1. Changing Attitudes:

Negative attitudes and stereotypes about mental illness often result in discrimination. The social exclusion of a group of people, based on false assumptions about real or perceived attributes, is known  as “stigma.” People who believe that they will be judged or treated harshly if they disclose information about their mental health are less likely to seek assistance and treatment. Stigma does not affect everyone in the same way, but one form of discrimination can amplify the difficulties created by another. Many Ontarians embrace the diversity of their communities, but some people continue to face public intolerance, exclusion, and even violence. Recent immigrants or LGBTQ youth, for example, may be less likely to seek public services because of the discrimination they regularly confront. Stigma might therefore discourage a member one of these groups from seeking assistance, if s/he develops a mental illness. In addition, stigma and discrimination can place additional pressure on individuals, which can exacerbate mental health challenges.

Submissions in this category should be aimed at reducing the stigma associated with mental illness.

2. Awareness of Signs and Symptoms of Mental Illness:

Early detection and treatment can improve someone’s odds of recovery from a mental illness, and may even prevent future mental health problems. An understanding of the signs and symptoms of mental illness can help individuals determine when they should pursue treatment, or when they should encourage others to do so.

Submissions in this category should be aimed at helping users identify the signs and symptoms of mental illness, and encourage help-seeking behaviour. The content of these submissions should be based on sound evidence or an identified need. However, we are not seeking diagnostic content.

3. Self-Care and Management:

The World Health Organization defines self-care as “activities individuals, families, and communities undertake with the intention of enhancing health, preventing disease, limiting illness, and restoring health.” Self-care is also a critical component of good mental health, and can be practiced by people with or without mental illnesses. Physical activity, for example, can improve someone’s mood, and has often proven useful in treatment plans for mild-to-moderate depression. A balanced diet is also essential for optimizing brain functions, while tobacco and drug use can be detrimental.

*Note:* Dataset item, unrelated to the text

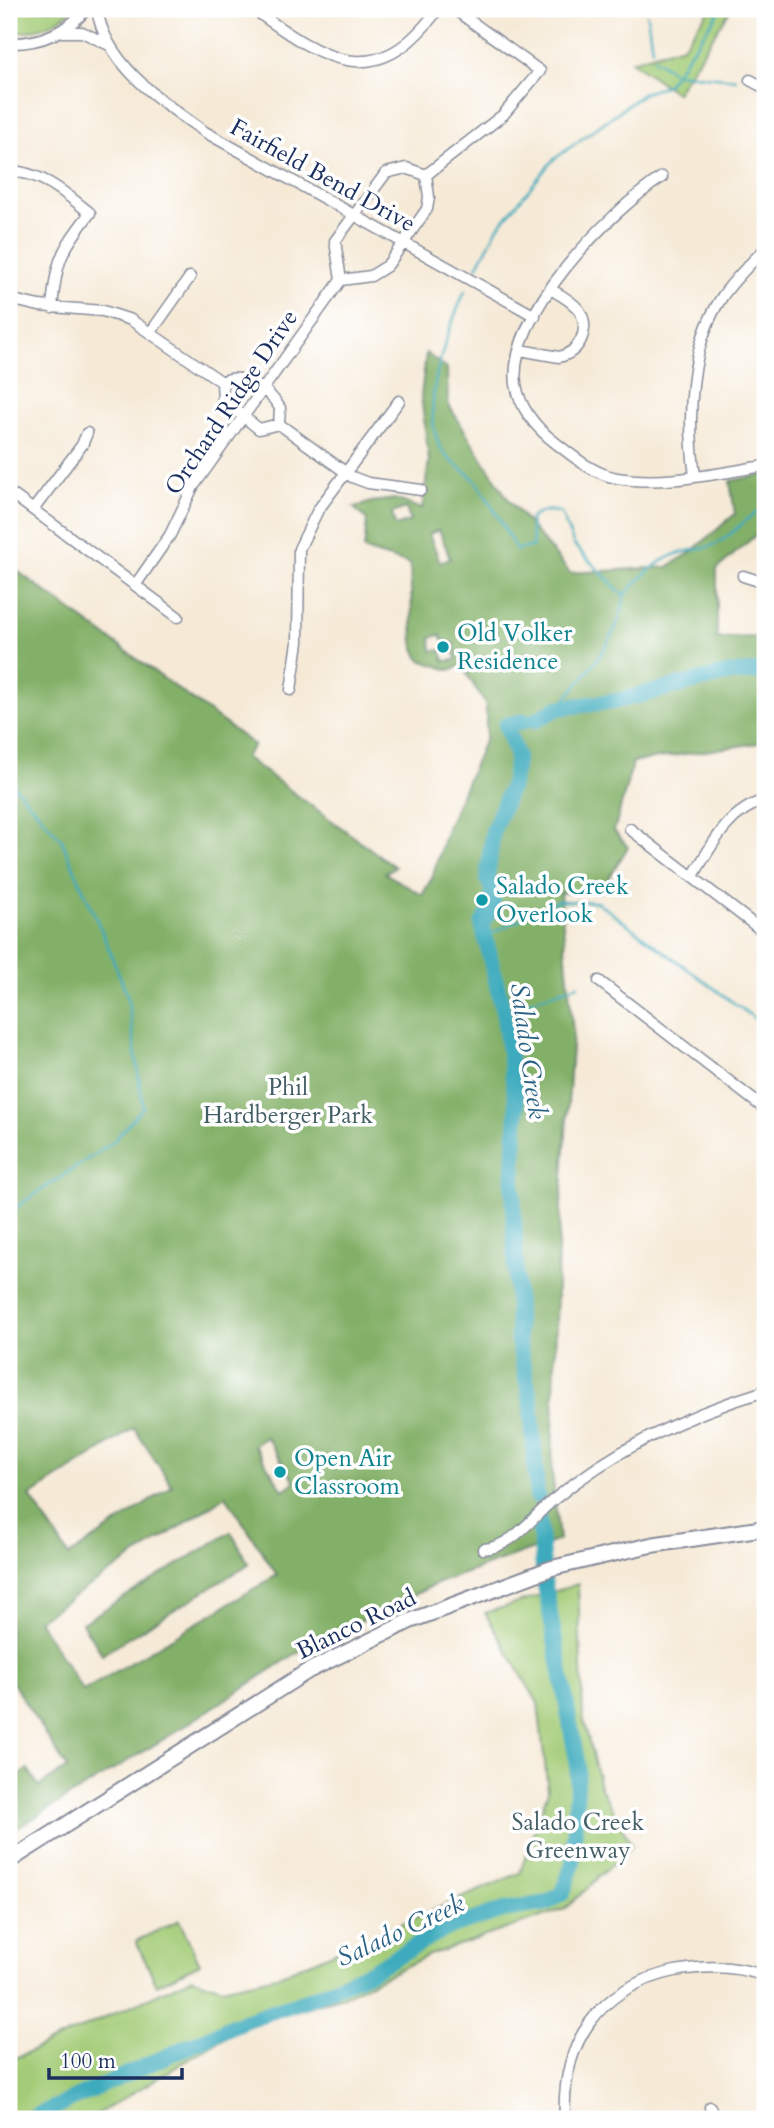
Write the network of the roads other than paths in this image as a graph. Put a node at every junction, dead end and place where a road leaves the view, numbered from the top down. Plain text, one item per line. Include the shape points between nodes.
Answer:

Submissions in this category should encourage self-care and management of mental illness.

4.  Community Building:

Supportive social networks improve mental health by giving people a sense of purpose, belonging, safety, and self-worth. As a result, the members of these communities may be more motivated to practice proper self-care and more inclined to ask for assistance when needed. Students who feel isolated from their homes, families, and friends—such as first-year students, commuters, international students, etc.—may benefit from a strong community-building initiative.

Submissions in this category should promote the development of social networks and university communities. While you should not strive to develop segregated communities of students with mental illnesses, you must submit an explanation of how your entry is connected to mental health.